*TRY IT*. Your answer must be every record below, written out exactly as it appears.

*LISTED RECORDS*.
▬▬▬▬▬▬
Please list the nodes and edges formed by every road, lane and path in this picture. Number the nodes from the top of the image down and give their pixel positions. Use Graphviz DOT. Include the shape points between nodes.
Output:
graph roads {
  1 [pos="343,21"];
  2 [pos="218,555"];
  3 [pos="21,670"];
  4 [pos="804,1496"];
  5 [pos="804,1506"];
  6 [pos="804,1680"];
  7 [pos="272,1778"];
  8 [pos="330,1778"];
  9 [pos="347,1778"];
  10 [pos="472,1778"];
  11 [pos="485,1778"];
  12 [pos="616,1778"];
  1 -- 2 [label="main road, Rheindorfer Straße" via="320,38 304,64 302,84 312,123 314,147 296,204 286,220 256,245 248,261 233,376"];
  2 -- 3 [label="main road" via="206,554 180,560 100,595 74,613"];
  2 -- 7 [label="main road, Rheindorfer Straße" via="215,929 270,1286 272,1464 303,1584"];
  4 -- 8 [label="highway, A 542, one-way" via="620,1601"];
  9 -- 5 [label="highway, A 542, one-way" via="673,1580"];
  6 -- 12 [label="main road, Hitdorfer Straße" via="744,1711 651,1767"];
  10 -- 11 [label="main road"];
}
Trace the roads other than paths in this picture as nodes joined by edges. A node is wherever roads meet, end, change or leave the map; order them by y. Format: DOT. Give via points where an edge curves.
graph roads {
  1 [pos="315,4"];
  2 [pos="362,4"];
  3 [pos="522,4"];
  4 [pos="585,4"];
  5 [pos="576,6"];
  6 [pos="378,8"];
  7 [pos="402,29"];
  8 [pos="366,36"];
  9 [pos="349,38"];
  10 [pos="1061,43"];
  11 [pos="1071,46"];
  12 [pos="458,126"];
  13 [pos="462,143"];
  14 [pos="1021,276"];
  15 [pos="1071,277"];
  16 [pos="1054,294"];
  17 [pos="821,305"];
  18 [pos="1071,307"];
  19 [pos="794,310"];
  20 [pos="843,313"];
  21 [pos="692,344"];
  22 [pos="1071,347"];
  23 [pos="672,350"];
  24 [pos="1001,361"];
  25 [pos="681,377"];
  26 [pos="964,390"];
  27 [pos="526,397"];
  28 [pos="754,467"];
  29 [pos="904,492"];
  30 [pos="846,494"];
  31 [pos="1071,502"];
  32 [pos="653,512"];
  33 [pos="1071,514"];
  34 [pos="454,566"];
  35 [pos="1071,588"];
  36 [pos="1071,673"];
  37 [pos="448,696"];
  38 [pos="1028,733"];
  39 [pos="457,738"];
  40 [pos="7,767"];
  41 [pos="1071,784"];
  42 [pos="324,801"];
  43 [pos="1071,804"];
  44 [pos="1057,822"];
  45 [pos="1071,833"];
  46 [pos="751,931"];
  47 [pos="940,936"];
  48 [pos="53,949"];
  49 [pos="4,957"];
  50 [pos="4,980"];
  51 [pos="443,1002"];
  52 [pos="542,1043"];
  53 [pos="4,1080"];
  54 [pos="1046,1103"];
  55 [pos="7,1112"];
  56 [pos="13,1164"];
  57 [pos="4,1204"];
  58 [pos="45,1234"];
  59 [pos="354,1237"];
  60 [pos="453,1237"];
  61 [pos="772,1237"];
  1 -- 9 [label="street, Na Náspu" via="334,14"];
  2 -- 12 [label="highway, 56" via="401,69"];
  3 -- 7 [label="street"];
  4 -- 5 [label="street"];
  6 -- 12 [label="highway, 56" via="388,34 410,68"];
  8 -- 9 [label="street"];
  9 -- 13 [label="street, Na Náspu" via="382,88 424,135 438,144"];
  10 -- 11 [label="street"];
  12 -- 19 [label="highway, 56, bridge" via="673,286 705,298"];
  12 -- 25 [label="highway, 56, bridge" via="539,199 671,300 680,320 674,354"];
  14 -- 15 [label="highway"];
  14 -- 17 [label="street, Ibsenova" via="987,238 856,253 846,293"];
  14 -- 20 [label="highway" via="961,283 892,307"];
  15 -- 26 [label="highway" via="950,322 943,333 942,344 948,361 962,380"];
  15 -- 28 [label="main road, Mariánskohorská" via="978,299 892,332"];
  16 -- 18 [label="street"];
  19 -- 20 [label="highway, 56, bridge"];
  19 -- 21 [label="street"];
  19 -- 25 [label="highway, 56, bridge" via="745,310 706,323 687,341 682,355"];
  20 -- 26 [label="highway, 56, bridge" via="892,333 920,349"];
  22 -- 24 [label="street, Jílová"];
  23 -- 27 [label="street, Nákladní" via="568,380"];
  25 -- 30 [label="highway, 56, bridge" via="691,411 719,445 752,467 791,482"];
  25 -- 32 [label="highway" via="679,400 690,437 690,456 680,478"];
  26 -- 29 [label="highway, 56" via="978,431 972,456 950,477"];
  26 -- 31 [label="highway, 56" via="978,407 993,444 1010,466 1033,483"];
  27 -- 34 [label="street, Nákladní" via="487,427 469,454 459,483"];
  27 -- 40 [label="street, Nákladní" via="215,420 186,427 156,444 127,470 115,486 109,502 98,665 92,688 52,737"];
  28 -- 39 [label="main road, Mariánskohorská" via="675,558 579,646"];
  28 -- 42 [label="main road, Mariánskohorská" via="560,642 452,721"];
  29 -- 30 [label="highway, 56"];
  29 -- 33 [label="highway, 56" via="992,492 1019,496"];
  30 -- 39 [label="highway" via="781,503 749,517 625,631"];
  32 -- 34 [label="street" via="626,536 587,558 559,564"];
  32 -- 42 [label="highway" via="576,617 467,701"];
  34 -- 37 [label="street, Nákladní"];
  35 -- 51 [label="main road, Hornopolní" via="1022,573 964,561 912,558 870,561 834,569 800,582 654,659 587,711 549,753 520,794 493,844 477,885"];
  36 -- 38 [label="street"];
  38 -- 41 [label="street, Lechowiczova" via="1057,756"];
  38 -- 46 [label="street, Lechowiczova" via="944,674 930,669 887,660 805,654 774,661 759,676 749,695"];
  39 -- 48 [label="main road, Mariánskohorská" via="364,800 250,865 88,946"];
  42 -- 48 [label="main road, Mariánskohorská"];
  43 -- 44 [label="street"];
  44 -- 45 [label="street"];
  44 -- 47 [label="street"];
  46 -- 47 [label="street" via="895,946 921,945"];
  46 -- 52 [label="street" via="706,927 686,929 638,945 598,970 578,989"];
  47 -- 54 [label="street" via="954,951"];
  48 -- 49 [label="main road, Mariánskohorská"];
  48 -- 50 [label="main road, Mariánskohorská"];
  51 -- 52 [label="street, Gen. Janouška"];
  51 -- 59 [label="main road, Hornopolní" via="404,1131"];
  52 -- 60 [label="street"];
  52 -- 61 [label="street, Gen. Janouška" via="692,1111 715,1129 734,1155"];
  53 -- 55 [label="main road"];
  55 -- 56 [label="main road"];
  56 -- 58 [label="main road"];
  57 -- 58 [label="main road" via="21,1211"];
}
▬▬▬▬▬▬
*SOLVED EXERCISE*.
Please list the nodes and edges formed by every road, lane and path in this picture. Number the nodes from the top of the image down and give their pixel positions. Use Graphviz DOT. Include the shape points between nodes.
Output:
graph roads {
  1 [pos="343,21"];
  2 [pos="218,555"];
  3 [pos="21,670"];
  4 [pos="804,1496"];
  5 [pos="804,1506"];
  6 [pos="804,1680"];
  7 [pos="272,1778"];
  8 [pos="330,1778"];
  9 [pos="347,1778"];
  10 [pos="472,1778"];
  11 [pos="485,1778"];
  12 [pos="616,1778"];
  1 -- 2 [label="main road, Rheindorfer Straße" via="320,38 304,64 302,84 312,123 314,147 296,204 286,220 256,245 248,261 233,376"];
  2 -- 3 [label="main road" via="206,554 180,560 100,595 74,613"];
  2 -- 7 [label="main road, Rheindorfer Straße" via="215,929 270,1286 272,1464 303,1584"];
  4 -- 8 [label="highway, A 542, one-way" via="620,1601"];
  9 -- 5 [label="highway, A 542, one-way" via="673,1580"];
  6 -- 12 [label="main road, Hitdorfer Straße" via="744,1711 651,1767"];
  10 -- 11 [label="main road"];
}
Trace the roads other than paths in this picture as nodes joined by edges. A node is wherever roads meet, end, change or leave the map; order them by y. Format: DOT. Give via points where an edge curves.
graph roads {
  1 [pos="315,4"];
  2 [pos="362,4"];
  3 [pos="522,4"];
  4 [pos="585,4"];
  5 [pos="576,6"];
  6 [pos="378,8"];
  7 [pos="402,29"];
  8 [pos="366,36"];
  9 [pos="349,38"];
  10 [pos="1061,43"];
  11 [pos="1071,46"];
  12 [pos="458,126"];
  13 [pos="462,143"];
  14 [pos="1021,276"];
  15 [pos="1071,277"];
  16 [pos="1054,294"];
  17 [pos="821,305"];
  18 [pos="1071,307"];
  19 [pos="794,310"];
  20 [pos="843,313"];
  21 [pos="692,344"];
  22 [pos="1071,347"];
  23 [pos="672,350"];
  24 [pos="1001,361"];
  25 [pos="681,377"];
  26 [pos="964,390"];
  27 [pos="526,397"];
  28 [pos="754,467"];
  29 [pos="904,492"];
  30 [pos="846,494"];
  31 [pos="1071,502"];
  32 [pos="653,512"];
  33 [pos="1071,514"];
  34 [pos="454,566"];
  35 [pos="1071,588"];
  36 [pos="1071,673"];
  37 [pos="448,696"];
  38 [pos="1028,733"];
  39 [pos="457,738"];
  40 [pos="7,767"];
  41 [pos="1071,784"];
  42 [pos="324,801"];
  43 [pos="1071,804"];
  44 [pos="1057,822"];
  45 [pos="1071,833"];
  46 [pos="751,931"];
  47 [pos="940,936"];
  48 [pos="53,949"];
  49 [pos="4,957"];
  50 [pos="4,980"];
  51 [pos="443,1002"];
  52 [pos="542,1043"];
  53 [pos="4,1080"];
  54 [pos="1046,1103"];
  55 [pos="7,1112"];
  56 [pos="13,1164"];
  57 [pos="4,1204"];
  58 [pos="45,1234"];
  59 [pos="354,1237"];
  60 [pos="453,1237"];
  61 [pos="772,1237"];
  1 -- 9 [label="street, Na Náspu" via="334,14"];
  2 -- 12 [label="highway, 56" via="401,69"];
  3 -- 7 [label="street"];
  4 -- 5 [label="street"];
  6 -- 12 [label="highway, 56" via="388,34 410,68"];
  8 -- 9 [label="street"];
  9 -- 13 [label="street, Na Náspu" via="382,88 424,135 438,144"];
  10 -- 11 [label="street"];
  12 -- 19 [label="highway, 56, bridge" via="673,286 705,298"];
  12 -- 25 [label="highway, 56, bridge" via="539,199 671,300 680,320 674,354"];
  14 -- 15 [label="highway"];
  14 -- 17 [label="street, Ibsenova" via="987,238 856,253 846,293"];
  14 -- 20 [label="highway" via="961,283 892,307"];
  15 -- 26 [label="highway" via="950,322 943,333 942,344 948,361 962,380"];
  15 -- 28 [label="main road, Mariánskohorská" via="978,299 892,332"];
  16 -- 18 [label="street"];
  19 -- 20 [label="highway, 56, bridge"];
  19 -- 21 [label="street"];
  19 -- 25 [label="highway, 56, bridge" via="745,310 706,323 687,341 682,355"];
  20 -- 26 [label="highway, 56, bridge" via="892,333 920,349"];
  22 -- 24 [label="street, Jílová"];
  23 -- 27 [label="street, Nákladní" via="568,380"];
  25 -- 30 [label="highway, 56, bridge" via="691,411 719,445 752,467 791,482"];
  25 -- 32 [label="highway" via="679,400 690,437 690,456 680,478"];
  26 -- 29 [label="highway, 56" via="978,431 972,456 950,477"];
  26 -- 31 [label="highway, 56" via="978,407 993,444 1010,466 1033,483"];
  27 -- 34 [label="street, Nákladní" via="487,427 469,454 459,483"];
  27 -- 40 [label="street, Nákladní" via="215,420 186,427 156,444 127,470 115,486 109,502 98,665 92,688 52,737"];
  28 -- 39 [label="main road, Mariánskohorská" via="675,558 579,646"];
  28 -- 42 [label="main road, Mariánskohorská" via="560,642 452,721"];
  29 -- 30 [label="highway, 56"];
  29 -- 33 [label="highway, 56" via="992,492 1019,496"];
  30 -- 39 [label="highway" via="781,503 749,517 625,631"];
  32 -- 34 [label="street" via="626,536 587,558 559,564"];
  32 -- 42 [label="highway" via="576,617 467,701"];
  34 -- 37 [label="street, Nákladní"];
  35 -- 51 [label="main road, Hornopolní" via="1022,573 964,561 912,558 870,561 834,569 800,582 654,659 587,711 549,753 520,794 493,844 477,885"];
  36 -- 38 [label="street"];
  38 -- 41 [label="street, Lechowiczova" via="1057,756"];
  38 -- 46 [label="street, Lechowiczova" via="944,674 930,669 887,660 805,654 774,661 759,676 749,695"];
  39 -- 48 [label="main road, Mariánskohorská" via="364,800 250,865 88,946"];
  42 -- 48 [label="main road, Mariánskohorská"];
  43 -- 44 [label="street"];
  44 -- 45 [label="street"];
  44 -- 47 [label="street"];
  46 -- 47 [label="street" via="895,946 921,945"];
  46 -- 52 [label="street" via="706,927 686,929 638,945 598,970 578,989"];
  47 -- 54 [label="street" via="954,951"];
  48 -- 49 [label="main road, Mariánskohorská"];
  48 -- 50 [label="main road, Mariánskohorská"];
  51 -- 52 [label="street, Gen. Janouška"];
  51 -- 59 [label="main road, Hornopolní" via="404,1131"];
  52 -- 60 [label="street"];
  52 -- 61 [label="street, Gen. Janouška" via="692,1111 715,1129 734,1155"];
  53 -- 55 [label="main road"];
  55 -- 56 [label="main road"];
  56 -- 58 [label="main road"];
  57 -- 58 [label="main road" via="21,1211"];
}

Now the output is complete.